Among these characteristics, the following should be highlighted:

  • Similarity between the products offered.
  • The products offer similar functions.
  • They are offered to the same type of consumer.
  • They are distributed through the same distribution channel.
  • Its price is similar, it stays in a similar price range.

Marketing establishes these characteristics for the development of a product line. However, developing a line depends on the strategy of the company, its objectives and interests.

Classification of a product line

A product line can be classified based on a series of elements that allow the differentiation of one line from another. Since all product lines are not the same, a criterion must be established to determine the characteristics and elements that typify and classify the different product lines, either in the same company or in different companies.

In this sense, we can classify the product lines based on the following elements:

  • Portfolio length: The total number of products offered on the line.
  • Vulnerability of the line: The distribution, in percentages, of sales. All this, depending on the different products that make up the line.
  • Consistency of the line: The narrowness of the characteristics of the products to each other.
  • Line width: The number of lines that make up the line.
  • Depth of the line: The diversity of models offered by the line.

Difference between product line and range

Although both concepts have similarities to each other, they do not mean the same. Marketing distinguishes these concepts, since they present a series of differences that should be noted.

First of all, the line is a set of products within the same product range.

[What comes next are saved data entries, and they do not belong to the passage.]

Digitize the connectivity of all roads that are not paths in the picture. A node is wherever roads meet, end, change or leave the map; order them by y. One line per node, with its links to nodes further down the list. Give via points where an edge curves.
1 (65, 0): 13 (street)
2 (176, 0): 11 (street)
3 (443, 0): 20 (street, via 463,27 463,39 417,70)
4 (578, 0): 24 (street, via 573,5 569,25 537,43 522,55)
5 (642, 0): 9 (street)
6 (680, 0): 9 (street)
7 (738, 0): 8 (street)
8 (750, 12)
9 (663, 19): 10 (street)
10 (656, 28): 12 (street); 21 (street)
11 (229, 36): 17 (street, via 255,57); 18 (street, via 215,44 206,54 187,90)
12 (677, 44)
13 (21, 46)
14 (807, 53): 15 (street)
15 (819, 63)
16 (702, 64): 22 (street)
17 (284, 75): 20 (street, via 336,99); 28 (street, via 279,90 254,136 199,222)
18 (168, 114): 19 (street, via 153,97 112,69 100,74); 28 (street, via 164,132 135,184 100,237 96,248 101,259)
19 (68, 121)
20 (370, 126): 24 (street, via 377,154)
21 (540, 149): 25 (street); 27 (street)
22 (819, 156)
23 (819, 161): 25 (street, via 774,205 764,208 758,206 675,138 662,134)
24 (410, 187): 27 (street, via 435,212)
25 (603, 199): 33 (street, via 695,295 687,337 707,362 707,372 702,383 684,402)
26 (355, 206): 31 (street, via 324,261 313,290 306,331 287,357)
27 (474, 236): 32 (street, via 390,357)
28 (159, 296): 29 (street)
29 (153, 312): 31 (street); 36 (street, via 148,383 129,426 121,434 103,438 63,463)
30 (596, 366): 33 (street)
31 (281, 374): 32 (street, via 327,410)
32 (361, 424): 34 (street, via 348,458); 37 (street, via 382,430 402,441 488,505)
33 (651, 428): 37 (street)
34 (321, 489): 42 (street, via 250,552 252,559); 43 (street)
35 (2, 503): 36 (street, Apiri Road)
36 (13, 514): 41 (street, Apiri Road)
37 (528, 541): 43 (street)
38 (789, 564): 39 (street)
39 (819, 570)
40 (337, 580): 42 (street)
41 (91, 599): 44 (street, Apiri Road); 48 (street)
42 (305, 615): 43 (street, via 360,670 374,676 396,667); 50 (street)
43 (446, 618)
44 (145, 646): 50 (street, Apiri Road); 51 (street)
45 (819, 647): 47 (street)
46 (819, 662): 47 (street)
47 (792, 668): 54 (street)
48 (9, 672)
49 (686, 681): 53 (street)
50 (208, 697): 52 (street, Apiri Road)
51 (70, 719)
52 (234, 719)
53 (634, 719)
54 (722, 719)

These are offered by the company and present similarities to each other.

An example of this could be a line of diet yogurts: low-fat yogurt, low-sugar yogurt, unsweetened yogurt, skimmed yogurt …

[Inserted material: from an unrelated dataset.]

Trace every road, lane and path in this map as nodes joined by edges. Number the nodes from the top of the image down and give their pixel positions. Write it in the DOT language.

Second, the product range is a set of products, which cover a certain market segment. These are offered, in the same way, by the company. An example of a range would be, and in relation to the previous example, the range of yogurts: diet yogurts, Greek yogurts …

As we can see, both concepts are similar, but we could say that the range differs from the line in the fact that the range brings together a broader list of products than the line.

The strategy in a product line

A product line is an element of a company’s product hierarchy. In this sense, the product line is defined and implemented by the company to maximize profits and capture as many sales as possible.

To do this, marketing experts are based on a series of strategies that are in charge of controlling and modifying the product line, in such a way that it is always adapted to the potential consumer of the company.

To do this, a series of actions are usually carried out that, such as those shown below, allow a continuous adaptation of the product line to the market:

  • Extension of the product line.
  • Expansion of the product line.
  • Modernization of the product line.
  • Creation of new product lines.

Although these are the most common, depending on the company, there are more methods that allow establishing strategic planning processes for a product line.